For years, the order in football TV in Germany has always remained the same: when a goal is scored, the first to celebrate are the viewers with satellite TV. Then come the cable connections, then the indoor antenna. At the very end, the goal also reaches all those who are following the game on the Internet. This is particularly unpleasant in the summer for important games, because if you are watching outside or with the window open, the goal celebrations can also be heard by people who are still watching the ball.
For the largest cable network operator Vodafone, this was reason enough to start the “Jubel Booster” project. The goal: to be faster than the satellite. Vodafone has now announced that it has been completed – at least in 13 federal states.

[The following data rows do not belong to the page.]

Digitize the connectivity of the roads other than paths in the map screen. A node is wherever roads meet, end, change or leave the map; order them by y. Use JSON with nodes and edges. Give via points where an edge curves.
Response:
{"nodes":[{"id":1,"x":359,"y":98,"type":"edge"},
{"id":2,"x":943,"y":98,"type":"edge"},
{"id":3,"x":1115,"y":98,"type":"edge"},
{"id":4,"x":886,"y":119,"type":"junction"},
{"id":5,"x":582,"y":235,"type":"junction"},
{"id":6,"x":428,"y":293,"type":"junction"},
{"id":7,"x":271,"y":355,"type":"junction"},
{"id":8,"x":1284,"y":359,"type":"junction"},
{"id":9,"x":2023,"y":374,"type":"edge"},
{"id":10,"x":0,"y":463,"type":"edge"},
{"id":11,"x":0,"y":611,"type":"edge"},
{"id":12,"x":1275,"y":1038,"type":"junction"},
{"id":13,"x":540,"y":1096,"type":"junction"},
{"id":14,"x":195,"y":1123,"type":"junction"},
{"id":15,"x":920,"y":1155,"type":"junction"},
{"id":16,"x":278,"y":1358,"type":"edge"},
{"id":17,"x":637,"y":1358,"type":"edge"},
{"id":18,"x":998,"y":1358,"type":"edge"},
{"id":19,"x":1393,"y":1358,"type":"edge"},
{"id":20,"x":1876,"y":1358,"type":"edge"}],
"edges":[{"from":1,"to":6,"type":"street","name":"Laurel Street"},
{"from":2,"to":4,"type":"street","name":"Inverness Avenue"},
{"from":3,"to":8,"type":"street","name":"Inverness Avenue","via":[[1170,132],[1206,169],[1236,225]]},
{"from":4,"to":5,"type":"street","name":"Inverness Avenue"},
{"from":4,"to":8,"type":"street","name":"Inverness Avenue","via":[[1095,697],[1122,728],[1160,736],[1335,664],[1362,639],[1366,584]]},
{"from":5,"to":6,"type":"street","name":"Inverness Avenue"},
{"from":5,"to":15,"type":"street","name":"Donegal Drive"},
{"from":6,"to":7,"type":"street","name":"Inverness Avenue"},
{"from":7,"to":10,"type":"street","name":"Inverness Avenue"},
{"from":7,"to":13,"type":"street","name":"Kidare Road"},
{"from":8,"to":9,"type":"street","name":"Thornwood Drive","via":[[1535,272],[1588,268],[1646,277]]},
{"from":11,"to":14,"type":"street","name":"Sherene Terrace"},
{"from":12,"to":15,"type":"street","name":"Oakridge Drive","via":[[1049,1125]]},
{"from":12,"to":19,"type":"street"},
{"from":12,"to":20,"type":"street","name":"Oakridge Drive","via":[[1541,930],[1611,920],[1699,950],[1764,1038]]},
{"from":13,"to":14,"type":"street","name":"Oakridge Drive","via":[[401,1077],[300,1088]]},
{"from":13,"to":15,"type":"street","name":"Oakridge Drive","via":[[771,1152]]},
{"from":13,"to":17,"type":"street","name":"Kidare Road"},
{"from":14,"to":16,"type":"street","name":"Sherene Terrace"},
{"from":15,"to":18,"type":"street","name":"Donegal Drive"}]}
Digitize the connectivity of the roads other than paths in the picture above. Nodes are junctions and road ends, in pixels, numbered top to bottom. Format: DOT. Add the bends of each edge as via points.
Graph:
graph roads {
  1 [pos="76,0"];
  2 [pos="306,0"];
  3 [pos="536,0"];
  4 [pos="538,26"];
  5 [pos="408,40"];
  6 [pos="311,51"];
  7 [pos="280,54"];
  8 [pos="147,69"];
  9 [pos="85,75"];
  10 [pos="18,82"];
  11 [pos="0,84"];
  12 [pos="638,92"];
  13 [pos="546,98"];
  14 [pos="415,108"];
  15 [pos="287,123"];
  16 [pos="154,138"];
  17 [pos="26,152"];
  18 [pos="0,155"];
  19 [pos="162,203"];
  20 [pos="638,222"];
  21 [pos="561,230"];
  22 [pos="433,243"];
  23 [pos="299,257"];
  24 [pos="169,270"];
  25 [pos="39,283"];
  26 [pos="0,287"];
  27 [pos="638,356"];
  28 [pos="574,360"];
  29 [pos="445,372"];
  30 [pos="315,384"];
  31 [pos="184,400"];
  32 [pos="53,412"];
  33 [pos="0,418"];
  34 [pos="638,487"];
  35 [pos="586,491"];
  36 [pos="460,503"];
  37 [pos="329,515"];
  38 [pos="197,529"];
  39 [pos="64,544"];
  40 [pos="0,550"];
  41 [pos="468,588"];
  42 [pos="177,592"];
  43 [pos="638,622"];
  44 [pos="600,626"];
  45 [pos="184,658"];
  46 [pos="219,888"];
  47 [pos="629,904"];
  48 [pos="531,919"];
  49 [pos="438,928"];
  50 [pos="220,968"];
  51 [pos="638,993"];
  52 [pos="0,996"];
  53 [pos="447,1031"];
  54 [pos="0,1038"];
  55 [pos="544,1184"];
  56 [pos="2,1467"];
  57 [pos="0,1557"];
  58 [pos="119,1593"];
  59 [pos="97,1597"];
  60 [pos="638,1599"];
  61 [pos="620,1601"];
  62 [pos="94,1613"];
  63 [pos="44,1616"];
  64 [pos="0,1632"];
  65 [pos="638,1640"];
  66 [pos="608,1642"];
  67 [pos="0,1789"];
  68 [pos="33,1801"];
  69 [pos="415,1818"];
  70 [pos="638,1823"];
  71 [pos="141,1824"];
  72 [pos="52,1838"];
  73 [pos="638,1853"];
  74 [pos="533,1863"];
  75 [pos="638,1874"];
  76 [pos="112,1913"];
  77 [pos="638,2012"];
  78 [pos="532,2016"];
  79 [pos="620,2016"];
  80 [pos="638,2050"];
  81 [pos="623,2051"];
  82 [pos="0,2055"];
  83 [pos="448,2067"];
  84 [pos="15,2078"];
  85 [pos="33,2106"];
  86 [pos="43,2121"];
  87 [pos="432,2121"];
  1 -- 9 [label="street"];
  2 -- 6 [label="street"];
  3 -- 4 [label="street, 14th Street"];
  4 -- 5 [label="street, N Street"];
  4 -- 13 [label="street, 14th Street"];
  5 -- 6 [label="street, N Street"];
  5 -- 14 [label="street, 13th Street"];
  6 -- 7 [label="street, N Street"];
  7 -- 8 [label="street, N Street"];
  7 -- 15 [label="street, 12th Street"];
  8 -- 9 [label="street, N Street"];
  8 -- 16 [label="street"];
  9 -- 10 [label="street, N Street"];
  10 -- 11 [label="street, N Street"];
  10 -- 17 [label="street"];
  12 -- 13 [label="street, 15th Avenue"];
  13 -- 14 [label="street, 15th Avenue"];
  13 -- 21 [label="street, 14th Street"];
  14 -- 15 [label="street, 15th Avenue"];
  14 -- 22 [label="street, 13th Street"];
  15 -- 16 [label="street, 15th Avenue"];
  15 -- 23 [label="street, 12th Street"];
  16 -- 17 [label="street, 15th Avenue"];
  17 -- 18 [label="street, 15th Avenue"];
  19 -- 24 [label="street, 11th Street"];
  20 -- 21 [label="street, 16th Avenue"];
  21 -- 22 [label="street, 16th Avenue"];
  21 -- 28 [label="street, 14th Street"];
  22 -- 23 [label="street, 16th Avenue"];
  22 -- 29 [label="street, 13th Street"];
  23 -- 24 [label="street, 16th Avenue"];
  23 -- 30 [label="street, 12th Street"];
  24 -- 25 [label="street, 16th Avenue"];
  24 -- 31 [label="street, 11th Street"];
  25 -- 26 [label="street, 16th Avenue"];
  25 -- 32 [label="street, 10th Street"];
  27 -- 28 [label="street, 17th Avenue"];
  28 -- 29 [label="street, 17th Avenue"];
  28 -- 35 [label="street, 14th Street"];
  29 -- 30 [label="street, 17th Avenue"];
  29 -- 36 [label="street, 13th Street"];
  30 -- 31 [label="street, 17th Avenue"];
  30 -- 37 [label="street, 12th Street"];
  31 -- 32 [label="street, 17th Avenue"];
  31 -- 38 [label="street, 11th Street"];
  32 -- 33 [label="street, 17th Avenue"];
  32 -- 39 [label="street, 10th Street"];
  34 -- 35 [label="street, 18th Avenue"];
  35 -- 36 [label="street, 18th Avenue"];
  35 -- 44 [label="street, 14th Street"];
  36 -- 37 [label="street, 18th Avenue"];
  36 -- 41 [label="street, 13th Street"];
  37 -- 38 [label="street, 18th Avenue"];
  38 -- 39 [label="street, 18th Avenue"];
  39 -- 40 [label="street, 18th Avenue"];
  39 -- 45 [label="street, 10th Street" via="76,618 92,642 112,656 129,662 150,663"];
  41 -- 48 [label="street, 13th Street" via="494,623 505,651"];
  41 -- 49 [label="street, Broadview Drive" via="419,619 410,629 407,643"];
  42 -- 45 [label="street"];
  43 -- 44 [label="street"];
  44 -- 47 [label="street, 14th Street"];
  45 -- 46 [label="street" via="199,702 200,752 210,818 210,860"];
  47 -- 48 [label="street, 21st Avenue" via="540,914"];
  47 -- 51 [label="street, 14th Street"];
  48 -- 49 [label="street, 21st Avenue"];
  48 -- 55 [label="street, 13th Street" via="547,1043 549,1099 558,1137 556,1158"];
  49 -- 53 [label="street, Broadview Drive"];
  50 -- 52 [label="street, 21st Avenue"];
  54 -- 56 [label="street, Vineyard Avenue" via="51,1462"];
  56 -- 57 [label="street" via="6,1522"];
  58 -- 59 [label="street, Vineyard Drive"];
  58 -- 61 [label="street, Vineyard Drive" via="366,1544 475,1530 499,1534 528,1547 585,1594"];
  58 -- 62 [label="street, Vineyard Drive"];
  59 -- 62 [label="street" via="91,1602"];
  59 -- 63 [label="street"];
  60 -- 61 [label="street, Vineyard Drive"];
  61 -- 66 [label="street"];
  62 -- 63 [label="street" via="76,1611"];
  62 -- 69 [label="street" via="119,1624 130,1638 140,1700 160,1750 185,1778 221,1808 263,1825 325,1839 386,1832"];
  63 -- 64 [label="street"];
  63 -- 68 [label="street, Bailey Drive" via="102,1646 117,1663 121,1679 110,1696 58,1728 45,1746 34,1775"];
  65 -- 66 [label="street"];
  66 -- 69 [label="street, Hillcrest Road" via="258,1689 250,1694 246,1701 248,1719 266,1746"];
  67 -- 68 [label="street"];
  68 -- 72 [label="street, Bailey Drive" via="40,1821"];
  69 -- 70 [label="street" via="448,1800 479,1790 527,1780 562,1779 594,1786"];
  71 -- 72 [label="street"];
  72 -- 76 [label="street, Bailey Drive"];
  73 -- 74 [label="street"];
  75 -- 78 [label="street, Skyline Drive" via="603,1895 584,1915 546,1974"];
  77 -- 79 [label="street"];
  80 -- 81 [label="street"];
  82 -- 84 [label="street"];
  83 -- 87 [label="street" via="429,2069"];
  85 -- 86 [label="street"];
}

For the first time in the history of television, the live images of a football broadcast will first reach viewers with a cable connection, then via satellite, then via the indoor antenna and then, at some point, via Internet television. In North Rhine-Westphalia, Hesse and Baden-Württemberg, for technical reasons, everything will remain in the old order for this European Football Championship. According to Vodafone, work is still being done on the cheer booster there.
To ensure that the new pecking order in large parts of Germany does not remain just a claim by Vodafone, the provider had the transmission speed measured by Munich-based market researcher veed analytics before and after the cheer booster was activated during the match between the German women’s national team and Poland on June 4th on several cable and internet connections in Munich.
Result: Cable viewers were able to celebrate two seconds before satellite TV. Five seconds after the cable, the goal was also received by the antenna TV DVB-T2. After another two seconds, it was received by the Internet TV provider Waipu.tv. Other Internet TV providers followed at a considerable distance; with Deutsche Telekom’s Magenta TV One Box, it was even 26 seconds after the cable TV.
“The measured values depend on several factors, especially for internet-based OTT services, and can vary slightly depending on the time, location, device and provider,” explains Bernd Riefler, CEO of veed analytics. OTT stands for over-the-top and refers to content that is offered via an internet connection without the provider itself having any influence or control over the content.
Some TV providers will probably still be working on their technology before the European Championships begin. The Freenet subsidiary Waipu.tv has already announced that it will optimize the transmission speed of its TV signal for the two channels Das Erste HD and ZDF HD during the European Football Championships.
The new high-speed technology is called “Sport Mode” and is said to radically reduce delays in the transmission signal. However, this requires the Waipu TV stick. Anyone who watches Waipu.tv without the TV stick, for example via an app on their smart TV, will not notice any improvement.
The speed of the signal transmission depends on the distance it has to travel and how it is processed. In the past, satellite TV was the leader here because the signal went from the camera via the OB van directly to the satellite and then to the home screens. In order to exceed this speed, Vodafone has changed the cable feed in the cable network. The signals from ARD and ZDF now come to the two TV centers in Kerpen and Frankfurt-Rödelheim via fiber optics. In the past, they were also transmitted to the centers via satellite.
In addition, the uncompressed TV signal from the TV station studios will now be used unchanged in the signal processing and then fed into the cable for the duration of the European Football Championship. For technical reasons, this cheer booster currently only works on Das Erste HD and ZDF HD. 34 of the 51 games will be shown on the two channels. Twelve games will be shown on RTL, five exclusively on MagentaTV. The latter is also the only provider to broadcast all 51 games.
Vodafone can currently make good use of the argument of its early goal in cable television. From July 1st, the so-called ancillary costs privilege will no longer apply. Cable connection fees can then no longer be collected via the ancillary rental costs. This means that more than twelve million TV cable households will have to sign new contracts or find a new TV transmission method. “With the Vodafone Jubel-Booster, we are showing what else is possible with cable,” says Guido Kneuper, TV technology expert from Vodafone Engineering.
But even the fastest TV broadcast is several seconds behind reality. Live broadcasts on the radio are faster, but only if the signal is received analogue via FM, which is often the case in older cars. But many radio listeners receive their broadcasts digitally via DAB, which in turn requires digital conversion and means a time delay of several seconds.
If you really want to experience the goal in real time, you have to be in the stadium. That’s probably only an option for a few people. Alternatively, you can stand near the stadium and listen to the goal celebrations. But you should calculate your distance to the pitch, because sound travels 343.2 meters per second – in dry air and at 20 degrees Celsius.